§ **DATA PROVIDED**
<<<<

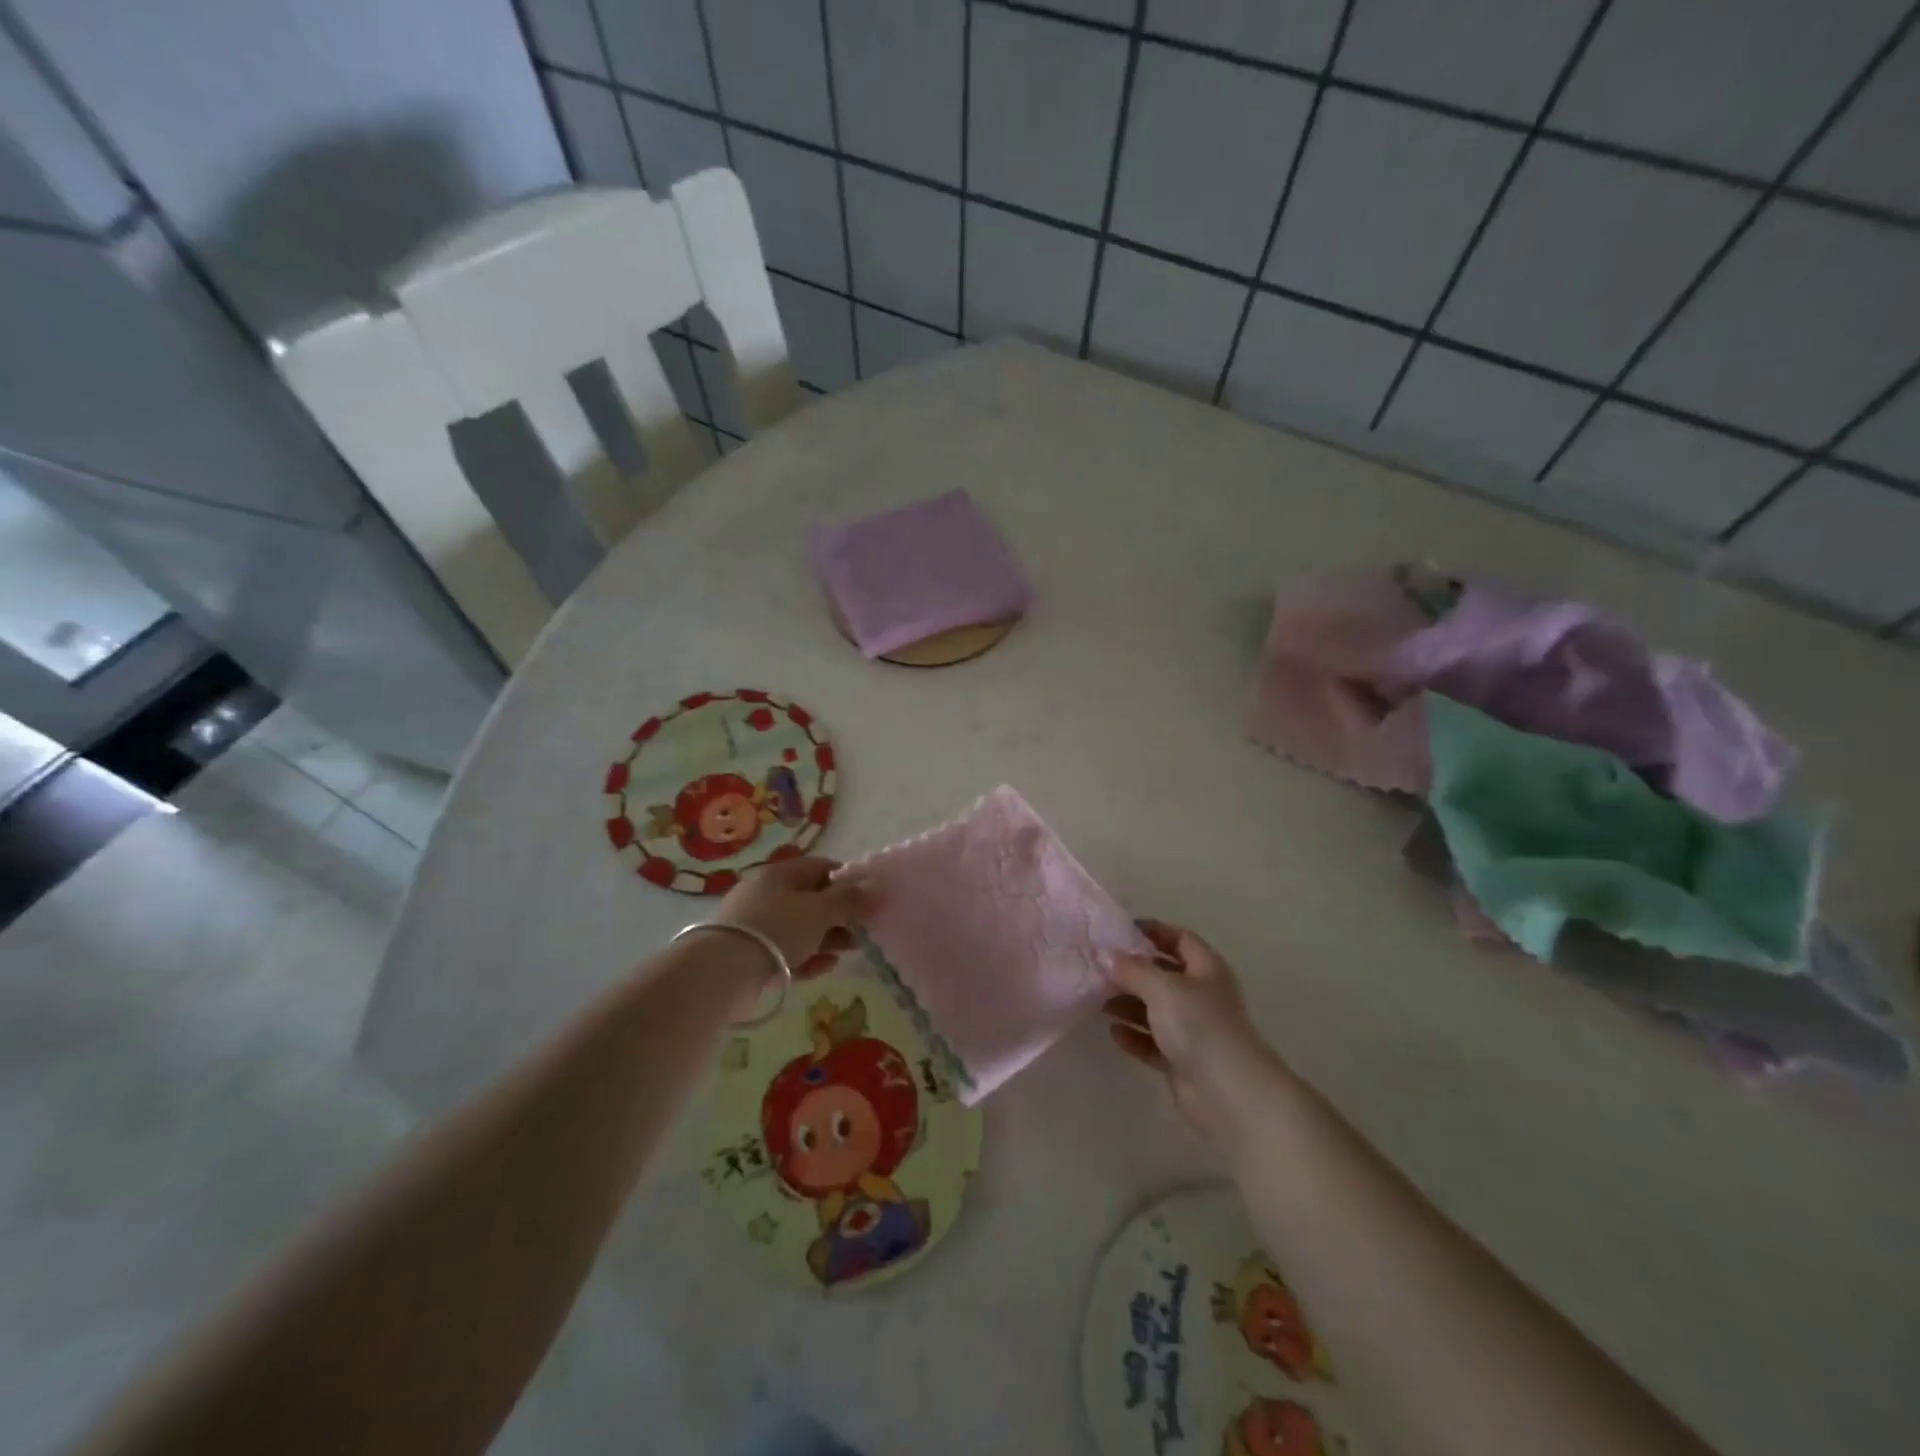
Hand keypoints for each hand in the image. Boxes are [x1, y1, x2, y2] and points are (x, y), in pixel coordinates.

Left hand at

>>>>
<<<<

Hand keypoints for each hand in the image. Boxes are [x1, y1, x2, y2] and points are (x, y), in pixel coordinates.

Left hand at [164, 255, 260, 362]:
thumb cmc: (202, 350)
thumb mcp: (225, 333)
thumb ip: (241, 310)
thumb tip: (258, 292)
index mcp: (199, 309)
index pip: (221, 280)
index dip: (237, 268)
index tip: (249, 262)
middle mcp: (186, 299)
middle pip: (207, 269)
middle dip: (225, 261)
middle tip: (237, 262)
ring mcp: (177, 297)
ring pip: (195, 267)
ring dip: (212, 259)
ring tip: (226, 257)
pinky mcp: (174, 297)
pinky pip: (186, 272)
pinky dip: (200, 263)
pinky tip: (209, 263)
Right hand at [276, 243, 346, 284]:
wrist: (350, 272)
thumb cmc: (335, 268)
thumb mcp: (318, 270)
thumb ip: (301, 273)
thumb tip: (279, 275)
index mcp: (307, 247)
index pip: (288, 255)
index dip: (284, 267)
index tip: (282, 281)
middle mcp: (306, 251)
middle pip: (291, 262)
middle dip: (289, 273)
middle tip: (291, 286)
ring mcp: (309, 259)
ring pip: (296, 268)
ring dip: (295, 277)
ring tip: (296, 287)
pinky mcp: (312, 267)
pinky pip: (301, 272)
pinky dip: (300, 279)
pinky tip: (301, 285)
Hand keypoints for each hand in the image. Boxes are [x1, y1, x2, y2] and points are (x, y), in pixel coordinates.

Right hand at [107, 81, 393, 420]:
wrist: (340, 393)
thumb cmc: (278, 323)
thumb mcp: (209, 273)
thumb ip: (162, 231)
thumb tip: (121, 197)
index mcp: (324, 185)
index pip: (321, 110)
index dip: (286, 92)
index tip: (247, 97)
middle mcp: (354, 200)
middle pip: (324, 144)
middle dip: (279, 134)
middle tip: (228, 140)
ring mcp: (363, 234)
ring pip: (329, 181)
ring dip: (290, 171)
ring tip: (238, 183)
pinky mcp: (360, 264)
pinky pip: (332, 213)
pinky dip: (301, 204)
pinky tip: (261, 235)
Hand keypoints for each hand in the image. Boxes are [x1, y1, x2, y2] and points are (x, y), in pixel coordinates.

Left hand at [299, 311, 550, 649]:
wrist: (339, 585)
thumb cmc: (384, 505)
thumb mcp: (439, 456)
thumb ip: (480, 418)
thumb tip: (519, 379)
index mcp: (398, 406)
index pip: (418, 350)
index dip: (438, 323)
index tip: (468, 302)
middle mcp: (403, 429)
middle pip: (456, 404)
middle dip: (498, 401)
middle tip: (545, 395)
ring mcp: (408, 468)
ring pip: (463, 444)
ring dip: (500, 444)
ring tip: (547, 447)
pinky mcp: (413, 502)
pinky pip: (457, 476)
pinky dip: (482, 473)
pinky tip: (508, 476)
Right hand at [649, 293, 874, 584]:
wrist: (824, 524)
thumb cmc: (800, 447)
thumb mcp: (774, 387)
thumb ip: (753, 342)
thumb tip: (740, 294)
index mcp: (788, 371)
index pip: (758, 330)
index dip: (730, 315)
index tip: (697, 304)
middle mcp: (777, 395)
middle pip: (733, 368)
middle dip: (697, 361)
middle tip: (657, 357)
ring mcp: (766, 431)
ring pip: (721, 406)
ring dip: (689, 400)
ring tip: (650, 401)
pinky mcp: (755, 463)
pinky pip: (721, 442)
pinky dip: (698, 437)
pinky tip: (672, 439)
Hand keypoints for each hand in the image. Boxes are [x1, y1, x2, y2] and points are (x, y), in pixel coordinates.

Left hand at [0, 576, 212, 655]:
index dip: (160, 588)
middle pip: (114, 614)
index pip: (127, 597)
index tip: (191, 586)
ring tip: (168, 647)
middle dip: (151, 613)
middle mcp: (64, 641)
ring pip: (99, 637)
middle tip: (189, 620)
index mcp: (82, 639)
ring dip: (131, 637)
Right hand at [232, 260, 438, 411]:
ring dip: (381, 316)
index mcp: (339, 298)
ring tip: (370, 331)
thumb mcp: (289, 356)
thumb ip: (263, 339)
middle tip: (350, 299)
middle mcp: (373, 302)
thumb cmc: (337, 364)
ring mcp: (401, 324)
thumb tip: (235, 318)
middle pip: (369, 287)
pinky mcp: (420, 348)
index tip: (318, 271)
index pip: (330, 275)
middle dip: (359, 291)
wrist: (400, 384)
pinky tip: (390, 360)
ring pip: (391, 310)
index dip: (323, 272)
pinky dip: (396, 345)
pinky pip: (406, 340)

>>>>
<<<<

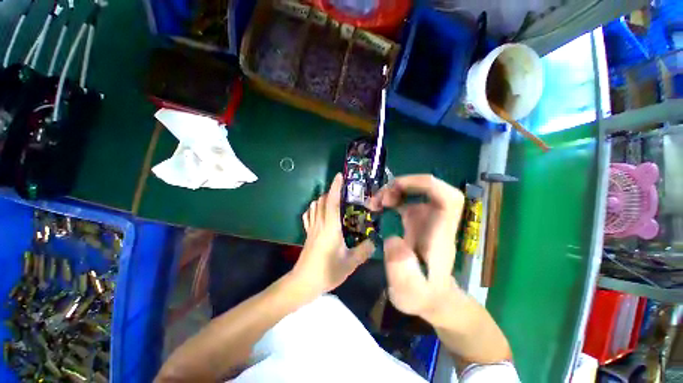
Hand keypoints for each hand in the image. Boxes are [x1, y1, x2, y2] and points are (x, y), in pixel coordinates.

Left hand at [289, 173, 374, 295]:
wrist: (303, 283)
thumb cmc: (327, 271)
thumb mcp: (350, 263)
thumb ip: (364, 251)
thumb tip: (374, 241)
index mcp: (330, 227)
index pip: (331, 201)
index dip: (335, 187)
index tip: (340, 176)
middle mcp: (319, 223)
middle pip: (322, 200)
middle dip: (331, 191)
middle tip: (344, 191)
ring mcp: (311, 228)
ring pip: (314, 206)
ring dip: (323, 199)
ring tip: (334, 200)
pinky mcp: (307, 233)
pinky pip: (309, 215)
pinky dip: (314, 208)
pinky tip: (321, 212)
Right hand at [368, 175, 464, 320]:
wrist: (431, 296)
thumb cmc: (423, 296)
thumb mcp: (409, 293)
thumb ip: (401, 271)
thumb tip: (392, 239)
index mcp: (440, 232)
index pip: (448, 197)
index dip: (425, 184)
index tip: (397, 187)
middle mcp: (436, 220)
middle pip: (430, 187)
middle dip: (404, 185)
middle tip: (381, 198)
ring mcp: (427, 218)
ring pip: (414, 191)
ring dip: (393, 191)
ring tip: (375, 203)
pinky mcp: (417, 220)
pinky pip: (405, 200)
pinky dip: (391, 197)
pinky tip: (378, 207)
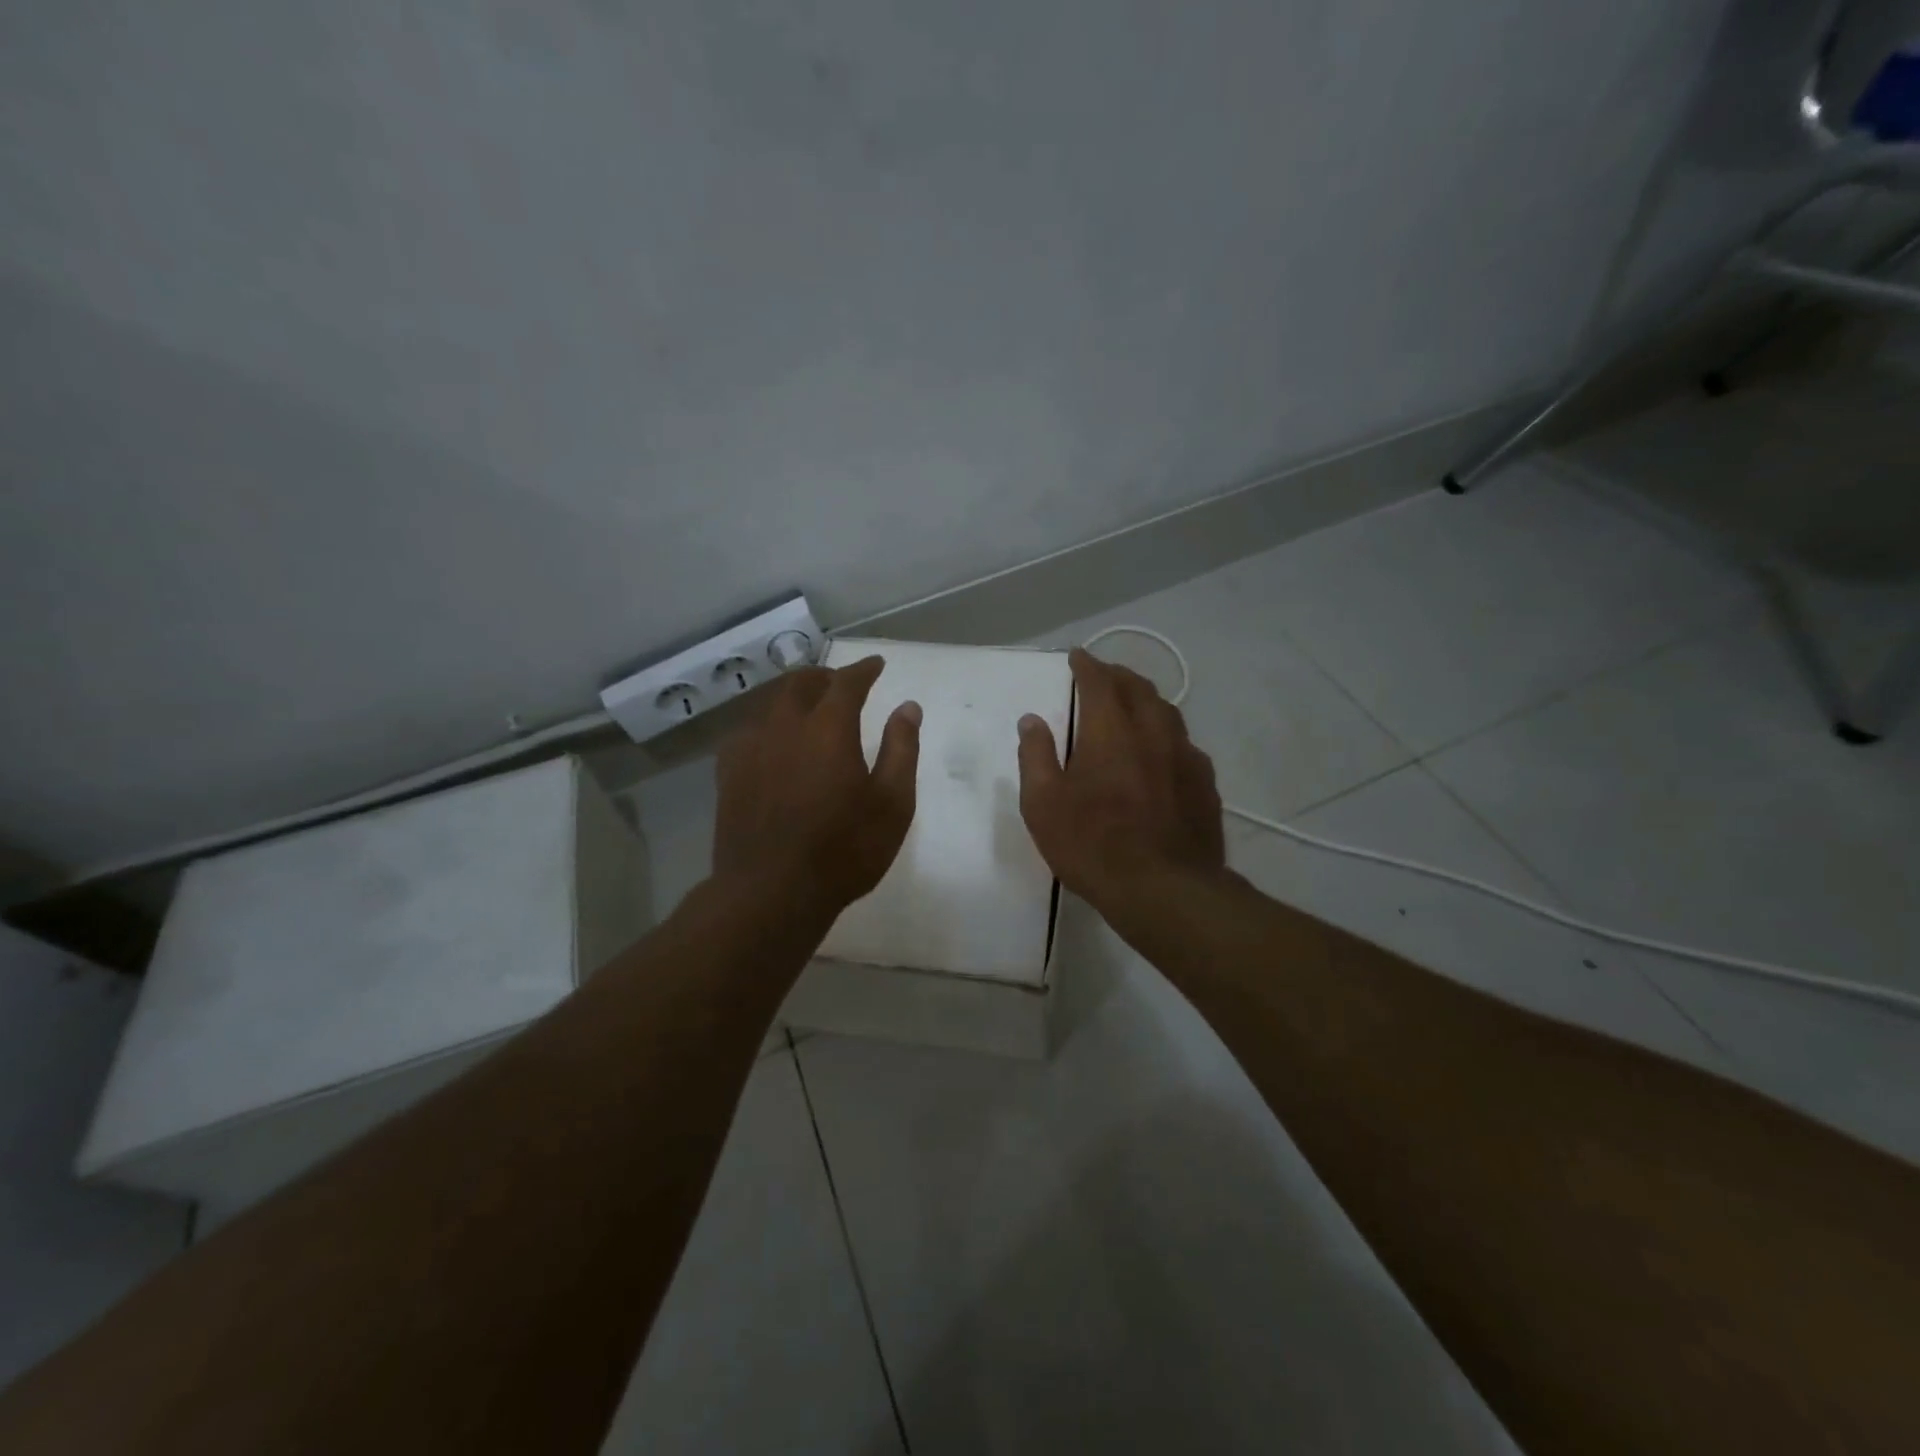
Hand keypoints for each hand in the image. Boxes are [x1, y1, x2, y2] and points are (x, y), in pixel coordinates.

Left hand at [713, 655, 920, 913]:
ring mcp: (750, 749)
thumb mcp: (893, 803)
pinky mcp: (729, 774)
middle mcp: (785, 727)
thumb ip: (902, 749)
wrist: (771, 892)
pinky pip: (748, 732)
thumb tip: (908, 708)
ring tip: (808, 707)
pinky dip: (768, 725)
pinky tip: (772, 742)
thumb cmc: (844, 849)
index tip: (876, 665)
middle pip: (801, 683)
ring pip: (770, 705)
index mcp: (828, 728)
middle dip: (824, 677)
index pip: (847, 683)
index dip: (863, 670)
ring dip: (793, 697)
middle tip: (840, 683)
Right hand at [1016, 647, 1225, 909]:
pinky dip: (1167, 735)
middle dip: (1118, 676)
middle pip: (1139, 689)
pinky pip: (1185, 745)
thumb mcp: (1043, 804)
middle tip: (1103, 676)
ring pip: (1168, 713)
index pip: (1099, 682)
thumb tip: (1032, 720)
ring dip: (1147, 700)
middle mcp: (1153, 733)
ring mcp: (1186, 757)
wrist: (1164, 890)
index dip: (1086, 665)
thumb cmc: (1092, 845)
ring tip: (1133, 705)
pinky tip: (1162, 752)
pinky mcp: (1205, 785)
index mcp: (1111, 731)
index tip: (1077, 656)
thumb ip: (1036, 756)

>>>>

§ **PROBLEM DETAILS**
All lines in the preceding records that hold the word "Left" need to be copied.

§ **RESPONSE TO THE TASK**
Left hand at
Left hand at [164, 255, 260, 362]:
Left hand at [299, 311, 550, 649]:
Left hand at [0, 576, 212, 655]:
Left hand at [289, 173, 374, 295]:
Left hand at [713, 655, 920, 913]:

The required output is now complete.